Шалыми глазами смотрел старик на командира. Едва ли он разглядел толком, с кем имеет дело, но, пошамкав немного беззубым ртом, вдруг засипел:
– За таких звездастых, как ты.
– Что ты говоришь?
– Со звёздами вчера приехали... кызыл-аскеры. Мы их кормили, поили... Утром они убежали перед воинами Касымбека. Теперь за это нас убивают... Пусти!
Он вырвался и побежал необыкновенно проворно по дороге вслед за сво-ими односельчанами, вопя:
– А-а-а!
Не говоря ни слова, Гриневич помчался к холму. Он ничего не помнил, кроме одного: кишлак разоряют за то, что он встретил по-братски Красную Армию, за то, что бойцов эскадрона Сухорученко приняли как освободителей. И вот потому, что Сухорученко полез необдуманно, очертя голову, в драку и потерпел поражение, кровью своей платят мирные горцы. Что скажут теперь в Горной стране о Красной Армии?
Гриневич не думал о том, что где-то близко вся банда Касымбека, и что он, Гриневич, сам только-только оторвался, едва ли не чудом, от преследователей. Он скакал и скакал, а отдохнувший конь летел как ветер по ровной утрамбованной дороге. Навстречу все бежали женщины в растерзанных одеждах, прижимая младенцев к иссохшим грудям. Брели раненые в обгорелом тряпье. Но он не обращал уже внимания ни на них, ни на их жалобы. Одним духом он поднялся вверх по склону холма и остановился на его вершине. Ему в лицо пахнуло гарью, и сначала он из-за дымной завесы не смог разглядеть селения, из домишек которого валил тяжелыми клубками дым и вырывались красные языки пламени. «Как кровь!» – подумал Гриневич. Но рванул порыв ветра, и горящее селение открылось шагах в ста в лощине. Плоский белый спуск вёл с перевала прямо вниз и переходил в широкую кишлачную улицу, сплошь заполненную людьми и конями. Вооруженные басмачи бегали взад и вперед. Кто тащил узел, кто волок по земле женщину за косы. В толпе людей кому-то рубили головы, и сабли взблескивали в лучах солнца. Конные гонялись за овцами и козами. На столбах висела ярко-крас-ная окровавленная туша быка. Возле уже стояли котлы, и под ними разводили огонь.
И над всем стоял вопль: «А-а-а!», треск горящих брёвен и хлебных скирд, мычание скота, взвизги взбешенных коней, неистовый плач и звериные вопли: «Ур! ур!»

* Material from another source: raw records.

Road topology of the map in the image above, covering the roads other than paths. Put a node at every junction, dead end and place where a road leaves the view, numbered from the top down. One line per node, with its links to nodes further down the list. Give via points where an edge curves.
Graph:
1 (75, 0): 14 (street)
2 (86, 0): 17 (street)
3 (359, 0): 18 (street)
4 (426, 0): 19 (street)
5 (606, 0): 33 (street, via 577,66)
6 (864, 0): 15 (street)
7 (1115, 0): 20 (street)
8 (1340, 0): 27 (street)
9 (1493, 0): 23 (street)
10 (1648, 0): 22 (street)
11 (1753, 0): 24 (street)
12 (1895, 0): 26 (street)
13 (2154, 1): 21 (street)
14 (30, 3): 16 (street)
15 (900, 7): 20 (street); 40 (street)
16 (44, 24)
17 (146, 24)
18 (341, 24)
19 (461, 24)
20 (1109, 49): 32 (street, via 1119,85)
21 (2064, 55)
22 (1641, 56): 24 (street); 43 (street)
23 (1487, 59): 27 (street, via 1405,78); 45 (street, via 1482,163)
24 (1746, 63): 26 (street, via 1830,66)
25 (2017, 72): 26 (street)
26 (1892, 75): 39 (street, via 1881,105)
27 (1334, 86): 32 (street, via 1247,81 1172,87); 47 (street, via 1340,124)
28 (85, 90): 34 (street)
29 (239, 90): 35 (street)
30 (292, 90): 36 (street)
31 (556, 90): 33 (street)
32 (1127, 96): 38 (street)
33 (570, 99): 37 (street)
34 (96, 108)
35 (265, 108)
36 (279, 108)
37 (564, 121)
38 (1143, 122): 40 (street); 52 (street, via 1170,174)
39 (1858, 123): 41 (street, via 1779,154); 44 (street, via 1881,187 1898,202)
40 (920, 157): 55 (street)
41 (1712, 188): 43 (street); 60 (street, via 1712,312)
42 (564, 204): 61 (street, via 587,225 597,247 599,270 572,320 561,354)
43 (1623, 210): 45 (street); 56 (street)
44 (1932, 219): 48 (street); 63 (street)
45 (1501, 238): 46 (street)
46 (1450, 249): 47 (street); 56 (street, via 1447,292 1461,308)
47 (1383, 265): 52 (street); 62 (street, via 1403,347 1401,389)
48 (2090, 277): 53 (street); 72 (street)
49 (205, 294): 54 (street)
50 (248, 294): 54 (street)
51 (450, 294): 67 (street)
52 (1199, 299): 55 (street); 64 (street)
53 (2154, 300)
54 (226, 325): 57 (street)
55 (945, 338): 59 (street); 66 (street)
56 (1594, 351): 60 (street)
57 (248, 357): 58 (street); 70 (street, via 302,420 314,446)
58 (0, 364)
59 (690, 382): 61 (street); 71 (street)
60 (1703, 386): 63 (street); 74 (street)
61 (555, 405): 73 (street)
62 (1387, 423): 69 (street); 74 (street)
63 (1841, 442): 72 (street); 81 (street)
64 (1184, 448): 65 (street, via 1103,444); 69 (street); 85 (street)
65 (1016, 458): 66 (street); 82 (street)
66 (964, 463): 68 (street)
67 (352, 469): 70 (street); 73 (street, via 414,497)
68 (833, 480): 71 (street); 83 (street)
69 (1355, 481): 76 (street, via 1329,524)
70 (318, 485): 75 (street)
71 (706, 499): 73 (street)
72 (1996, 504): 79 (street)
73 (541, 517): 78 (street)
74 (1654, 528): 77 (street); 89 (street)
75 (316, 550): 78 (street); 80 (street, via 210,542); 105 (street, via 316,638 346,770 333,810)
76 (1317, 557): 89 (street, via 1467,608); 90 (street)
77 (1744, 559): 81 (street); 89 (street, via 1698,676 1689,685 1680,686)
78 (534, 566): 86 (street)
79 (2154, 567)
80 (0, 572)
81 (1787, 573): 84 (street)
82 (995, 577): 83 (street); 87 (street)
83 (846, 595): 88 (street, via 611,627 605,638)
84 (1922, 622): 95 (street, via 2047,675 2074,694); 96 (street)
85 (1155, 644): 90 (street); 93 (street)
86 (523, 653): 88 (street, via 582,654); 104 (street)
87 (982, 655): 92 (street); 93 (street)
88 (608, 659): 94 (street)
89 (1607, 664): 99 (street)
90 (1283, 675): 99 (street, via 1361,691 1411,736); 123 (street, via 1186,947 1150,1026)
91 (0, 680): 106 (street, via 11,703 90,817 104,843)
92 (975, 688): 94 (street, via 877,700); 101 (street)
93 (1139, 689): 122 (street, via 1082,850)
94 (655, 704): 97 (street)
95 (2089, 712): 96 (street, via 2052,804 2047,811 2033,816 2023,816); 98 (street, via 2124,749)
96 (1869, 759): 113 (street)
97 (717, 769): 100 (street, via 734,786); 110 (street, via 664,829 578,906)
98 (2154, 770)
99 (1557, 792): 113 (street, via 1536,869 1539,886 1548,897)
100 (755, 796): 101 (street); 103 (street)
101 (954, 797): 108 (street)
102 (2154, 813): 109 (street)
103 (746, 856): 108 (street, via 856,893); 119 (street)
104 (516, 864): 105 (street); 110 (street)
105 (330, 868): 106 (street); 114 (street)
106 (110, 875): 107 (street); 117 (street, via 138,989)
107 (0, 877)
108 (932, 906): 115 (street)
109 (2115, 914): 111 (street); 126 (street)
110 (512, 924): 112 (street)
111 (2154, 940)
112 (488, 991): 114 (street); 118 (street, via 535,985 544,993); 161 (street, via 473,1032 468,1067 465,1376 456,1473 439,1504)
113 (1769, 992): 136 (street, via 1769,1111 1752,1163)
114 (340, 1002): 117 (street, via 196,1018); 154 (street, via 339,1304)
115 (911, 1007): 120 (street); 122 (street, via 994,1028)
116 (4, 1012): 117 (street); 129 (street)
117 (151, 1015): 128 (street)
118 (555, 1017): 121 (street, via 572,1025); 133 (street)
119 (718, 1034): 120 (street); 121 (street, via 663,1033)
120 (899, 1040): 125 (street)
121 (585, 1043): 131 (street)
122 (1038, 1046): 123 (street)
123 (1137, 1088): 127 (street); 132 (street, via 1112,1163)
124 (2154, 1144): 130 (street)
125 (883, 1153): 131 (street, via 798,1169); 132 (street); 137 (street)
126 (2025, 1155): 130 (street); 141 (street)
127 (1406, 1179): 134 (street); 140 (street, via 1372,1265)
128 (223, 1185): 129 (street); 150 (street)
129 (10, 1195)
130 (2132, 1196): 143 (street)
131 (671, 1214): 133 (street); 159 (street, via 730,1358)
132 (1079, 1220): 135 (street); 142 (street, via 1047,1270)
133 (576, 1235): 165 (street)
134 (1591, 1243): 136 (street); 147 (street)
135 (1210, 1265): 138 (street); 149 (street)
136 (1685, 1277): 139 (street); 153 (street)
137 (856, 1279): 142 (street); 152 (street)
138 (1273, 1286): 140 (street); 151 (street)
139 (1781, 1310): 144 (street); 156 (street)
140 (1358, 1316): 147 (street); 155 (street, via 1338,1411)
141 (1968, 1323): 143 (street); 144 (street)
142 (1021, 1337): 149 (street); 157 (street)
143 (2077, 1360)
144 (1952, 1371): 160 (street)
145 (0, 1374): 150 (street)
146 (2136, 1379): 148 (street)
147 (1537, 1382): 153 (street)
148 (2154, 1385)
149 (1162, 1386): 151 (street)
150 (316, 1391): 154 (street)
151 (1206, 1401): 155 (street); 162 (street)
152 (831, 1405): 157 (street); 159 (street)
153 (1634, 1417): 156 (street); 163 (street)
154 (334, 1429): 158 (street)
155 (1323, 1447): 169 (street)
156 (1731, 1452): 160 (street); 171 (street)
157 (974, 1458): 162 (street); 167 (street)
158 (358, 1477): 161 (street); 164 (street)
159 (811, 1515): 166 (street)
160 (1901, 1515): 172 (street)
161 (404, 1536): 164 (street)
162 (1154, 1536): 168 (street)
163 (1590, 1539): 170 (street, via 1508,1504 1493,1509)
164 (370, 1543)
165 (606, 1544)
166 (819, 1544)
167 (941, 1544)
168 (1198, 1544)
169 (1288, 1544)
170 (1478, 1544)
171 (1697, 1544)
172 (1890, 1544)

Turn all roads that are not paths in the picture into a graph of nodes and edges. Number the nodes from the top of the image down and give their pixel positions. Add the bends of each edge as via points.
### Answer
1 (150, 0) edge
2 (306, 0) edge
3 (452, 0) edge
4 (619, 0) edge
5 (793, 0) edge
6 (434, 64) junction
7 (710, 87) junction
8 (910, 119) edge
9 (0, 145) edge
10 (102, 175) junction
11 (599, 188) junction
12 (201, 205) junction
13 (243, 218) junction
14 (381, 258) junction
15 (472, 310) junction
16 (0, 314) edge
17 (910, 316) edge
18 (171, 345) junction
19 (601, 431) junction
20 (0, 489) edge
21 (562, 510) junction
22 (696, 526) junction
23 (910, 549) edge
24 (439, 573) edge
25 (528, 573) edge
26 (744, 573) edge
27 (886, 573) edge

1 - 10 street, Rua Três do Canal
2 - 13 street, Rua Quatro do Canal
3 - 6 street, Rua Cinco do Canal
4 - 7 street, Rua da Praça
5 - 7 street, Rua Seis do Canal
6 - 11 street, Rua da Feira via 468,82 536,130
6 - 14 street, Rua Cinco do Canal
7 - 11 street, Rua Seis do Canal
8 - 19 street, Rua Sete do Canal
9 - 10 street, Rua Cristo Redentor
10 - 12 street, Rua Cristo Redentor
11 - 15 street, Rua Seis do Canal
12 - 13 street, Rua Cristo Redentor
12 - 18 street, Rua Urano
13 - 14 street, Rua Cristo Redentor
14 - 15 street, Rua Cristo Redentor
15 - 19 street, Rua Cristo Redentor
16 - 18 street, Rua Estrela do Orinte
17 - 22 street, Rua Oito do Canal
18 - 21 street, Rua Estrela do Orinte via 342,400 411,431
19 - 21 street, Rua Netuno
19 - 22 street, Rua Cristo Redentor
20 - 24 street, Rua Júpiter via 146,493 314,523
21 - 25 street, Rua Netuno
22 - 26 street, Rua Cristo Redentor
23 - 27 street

Всё помутилось в мозгу Гриневича, и багровый туман поднялся к глазам.
– Ах так!
Пулемётная очередь оглушительно стеганула по воздуху и покрыла шум, поднимавшийся с языками огня и облаками дыма над несчастным селением. Грииевич, не слезая с коня, ударил из пулемёта по группе конных басмачей, толпившихся около котлов. Долина отозвалась диким, испуганным воем на эхо в горах. И в тот-же миг дым снова затянул селение, быть может, на мгновение, но Гриневич уже ничего не видел, не отдавал отчета в своих поступках. Крикнув «За мной!», он выхватил клинок и на полном скаку врезался в мечущуюся, ошеломлённую толпу басмачей. Он рубил и рубил. Он привстал на стременах и наносил удары, вкладывая в острие клинка всю свою силу. За спиной он слышал Кузьму: «Ура! Бей их!» Гриневич вихрем промчался по улице кишлака из конца в конец, неся за собой смерть. Навстречу ему выскакивали басмачи с искажёнными лицами, широко разинутыми ртами. Они бежали от его клинка с воплями: «Красные! Красные!» Он вырвался на околицу селения, но не стал гнаться за бегущими в смятении басмачами, а повернул назад и увидал всадника в облаках пыли, хладнокровно разившего шашкой вопящих басмачей. «Кузьма!» – мелькнуло в голове Гриневича, и он погнал коня обратно в дым и огонь.
Гриневич не помнил, как оказался на плоской глиняной крыше дома. Он только помнил колючую сухую траву, которая противно щекотала и колола ему шею и щеку, и горячий металл пулемета, дергавшегося и рвавшегося у него из рук, когда он поливал огнем удиравших по долине верхом и пешком басмачей.
Но стрелять долго не пришлось.
– Быстро бегают, гады, – сказал рядом Кузьма. И только теперь Гриневич услышал раздававшиеся рядом с ним выстрелы. Кузьма стрелял методично, быстро, без промаха.
Но басмачи исчезли, наступила тишина, если не считать треска и воя огня. Кишлак лежал внизу, под ногами, оглушённый. Переход от оргии воплей, насилия, грабежа к ошеломляющему вторжению Гриневича, к бегству всей шайки оказался столь невероятным и неожиданным, что даже убитые горем женщины смолкли.